(What the task asks) Please output the listing exactly as it stands, but omit any images.

--------

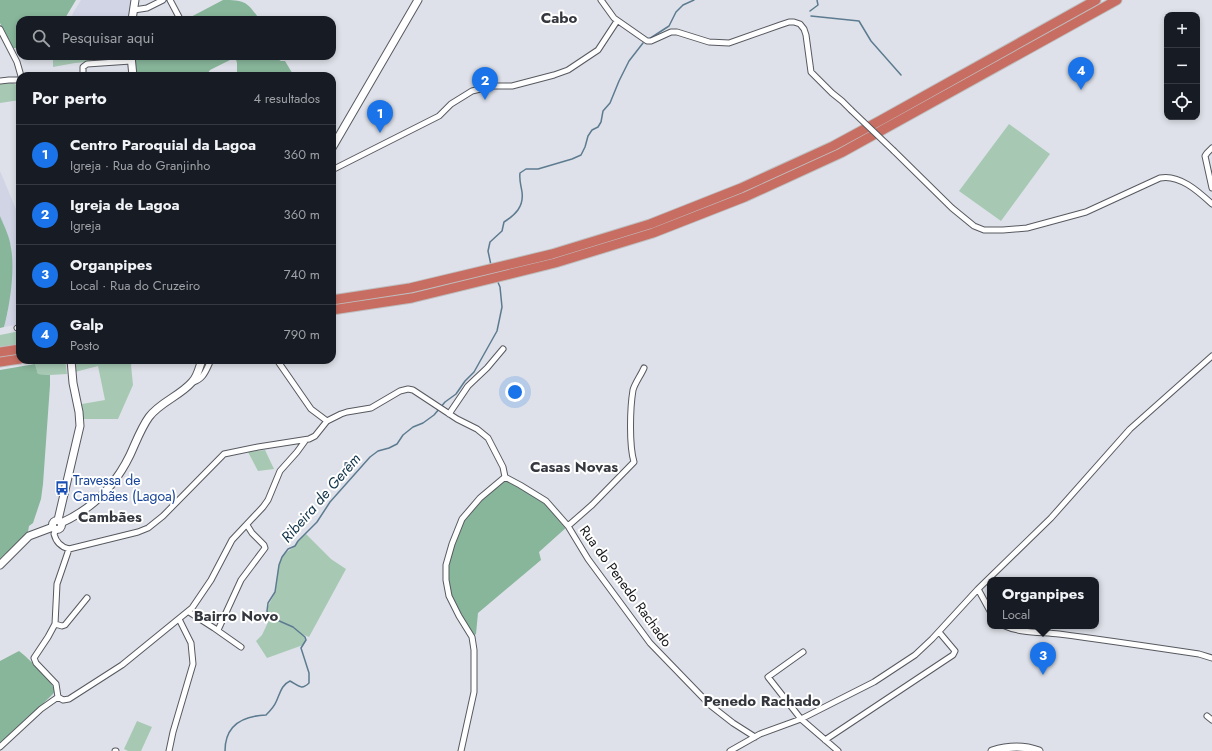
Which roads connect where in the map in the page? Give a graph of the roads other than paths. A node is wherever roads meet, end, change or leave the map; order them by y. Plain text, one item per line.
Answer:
1 (135, 0) edge
2 (163, 0) edge
3 (170, 0) edge
4 (418, 0) edge
5 (601, 0) edge
6 (1096, 0) edge
7 (1117, 0) edge
8 (134, 10) junction
9 (133, 16) edge
10 (178, 16) edge
11 (617, 21) junction
12 (0, 29) edge
13 (16, 53) edge
14 (18, 60) edge
15 (116, 60) edge
16 (131, 60) edge
17 (20, 72) edge
18 (82, 72) edge
19 (133, 72) edge
20 (16, 80) edge
21 (0, 81) edge
22 (336, 141) edge
23 (1212, 148) edge
24 (336, 168) edge
25 (1212, 188) edge
26 (1212, 202) edge
27 (336, 299) edge
28 (336, 309) edge
29 (503, 349) dead end
30 (16, 350) edge
31 (0, 352) edge
32 (1212, 356) edge
33 (16, 360) edge
34 (0, 362) edge
35 (71, 364) edge
36 (201, 364) edge
37 (209, 364) edge
38 (280, 364) edge
39 (644, 368) dead end
40 (192, 382) junction
41 (449, 414) junction
42 (327, 422) junction
43 (305, 441) junction
44 (505, 477) junction
45 (60, 522) junction
46 (247, 525) junction
47 (568, 526) junction
48 (54, 528) junction
49 (69, 548) junction
50 (0, 565) edge
51 (990, 577) edge
52 (987, 580) edge
53 (978, 589) junction
54 (87, 598) dead end
55 (987, 606) edge
56 (189, 612) junction
57 (179, 619) junction
58 (55, 624) junction
59 (1012, 629) edge
60 (218, 630) junction
61 (939, 632) junction
62 (241, 647) dead end
63 (803, 652) dead end
64 (1212, 658) edge
65 (58, 697) junction
66 (1207, 716) dead end
67 (801, 718) junction
68 (1212, 720) edge
69 (755, 737) junction
70 (825, 740) junction
71 (0, 747) edge
72 (169, 751) edge
73 (461, 751) edge
74 (730, 751) edge
75 (838, 751) edge
76 (992, 751) edge
77 (1039, 751) edge

1 - 8 street
2 - 8 street
3 - 10 street
4 - 22 street
5 - 11 street
6 - 27 highway
7 - 28 highway
8 - 9 street
11 - 24 street
11 - 26 street, bridge
12 - 13 street
14 - 17 street
15 - 18 street
16 - 19 street
20 - 21 street
23 - 25 street
29 - 41 street
30 - 31 highway
32 - 51 street
33 - 34 highway
35 - 45 street
36 - 40 street
37 - 40 street
38 - 42 street
39 - 47 street
40 - 45 street
41 - 42 street
41 - 44 street
42 - 43 street
43 - 46 street
43 - 49 street
44 - 47 street, Rua do Penedo Rachado
44 - 73 street
45 - 48 street
46 - 56 street
46 - 60 street
47 - 69 street, Rua do Penedo Rachado
48 - 49 street
48 - 50 street
49 - 58 street
52 - 53 street
53 - 55 street
53 - 61 street
54 - 58 street
56 - 57 street
56 - 60 street
57 - 65 street
57 - 72 street
58 - 65 street
59 - 64 street
60 - 62 street
61 - 67 street
61 - 70 street
63 - 67 street
65 - 71 street
66 - 68 street
67 - 69 street
67 - 70 street
69 - 74 street
70 - 75 street
76 - 77 street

--------

(Expected answer)
Which roads connect where in the map in the page? Give a graph of the roads other than paths. A node is wherever roads meet, end, change or leave the map; order them by y. Plain text, one item per line.
Answer:
1 (135, 0) edge
2 (163, 0) edge
3 (170, 0) edge
4 (418, 0) edge
5 (601, 0) edge
6 (1096, 0) edge
7 (1117, 0) edge
8 (134, 10) junction
9 (133, 16) edge
10 (178, 16) edge
11 (617, 21) junction
12 (0, 29) edge
13 (16, 53) edge
14 (18, 60) edge
15 (116, 60) edge
16 (131, 60) edge
17 (20, 72) edge
18 (82, 72) edge
19 (133, 72) edge
20 (16, 80) edge
21 (0, 81) edge
22 (336, 141) edge
23 (1212, 148) edge
24 (336, 168) edge
25 (1212, 188) edge
26 (1212, 202) edge
27 (336, 299) edge
28 (336, 309) edge
29 (503, 349) dead end
30 (16, 350) edge
31 (0, 352) edge
32 (1212, 356) edge
33 (16, 360) edge
34 (0, 362) edge
35 (71, 364) edge
36 (201, 364) edge
37 (209, 364) edge
38 (280, 364) edge
39 (644, 368) dead end
40 (192, 382) junction
41 (449, 414) junction
42 (327, 422) junction
43 (305, 441) junction
44 (505, 477) junction
45 (60, 522) junction
46 (247, 525) junction
47 (568, 526) junction
48 (54, 528) junction
49 (69, 548) junction
50 (0, 565) edge
51 (990, 577) edge
52 (987, 580) edge
53 (978, 589) junction
54 (87, 598) dead end
55 (987, 606) edge
56 (189, 612) junction
57 (179, 619) junction
58 (55, 624) junction
59 (1012, 629) edge
60 (218, 630) junction
61 (939, 632) junction
62 (241, 647) dead end
63 (803, 652) dead end
64 (1212, 658) edge
65 (58, 697) junction
66 (1207, 716) dead end
67 (801, 718) junction
68 (1212, 720) edge
69 (755, 737) junction
70 (825, 740) junction
71 (0, 747) edge
72 (169, 751) edge
73 (461, 751) edge
74 (730, 751) edge
75 (838, 751) edge
76 (992, 751) edge
77 (1039, 751) edge

1 - 8 street
2 - 8 street
3 - 10 street
4 - 22 street
5 - 11 street
6 - 27 highway
7 - 28 highway
8 - 9 street
11 - 24 street
11 - 26 street, bridge
12 - 13 street
14 - 17 street
15 - 18 street
16 - 19 street
20 - 21 street
23 - 25 street
29 - 41 street
30 - 31 highway
32 - 51 street
33 - 34 highway
35 - 45 street
36 - 40 street
37 - 40 street
38 - 42 street
39 - 47 street
40 - 45 street
41 - 42 street
41 - 44 street
42 - 43 street
43 - 46 street
43 - 49 street
44 - 47 street, Rua do Penedo Rachado
44 - 73 street
45 - 48 street
46 - 56 street
46 - 60 street
47 - 69 street, Rua do Penedo Rachado
48 - 49 street
48 - 50 street
49 - 58 street
52 - 53 street
53 - 55 street
53 - 61 street
54 - 58 street
56 - 57 street
56 - 60 street
57 - 65 street
57 - 72 street
58 - 65 street
59 - 64 street
60 - 62 street
61 - 67 street
61 - 70 street
63 - 67 street
65 - 71 street
66 - 68 street
67 - 69 street
67 - 70 street
69 - 74 street
70 - 75 street
76 - 77 street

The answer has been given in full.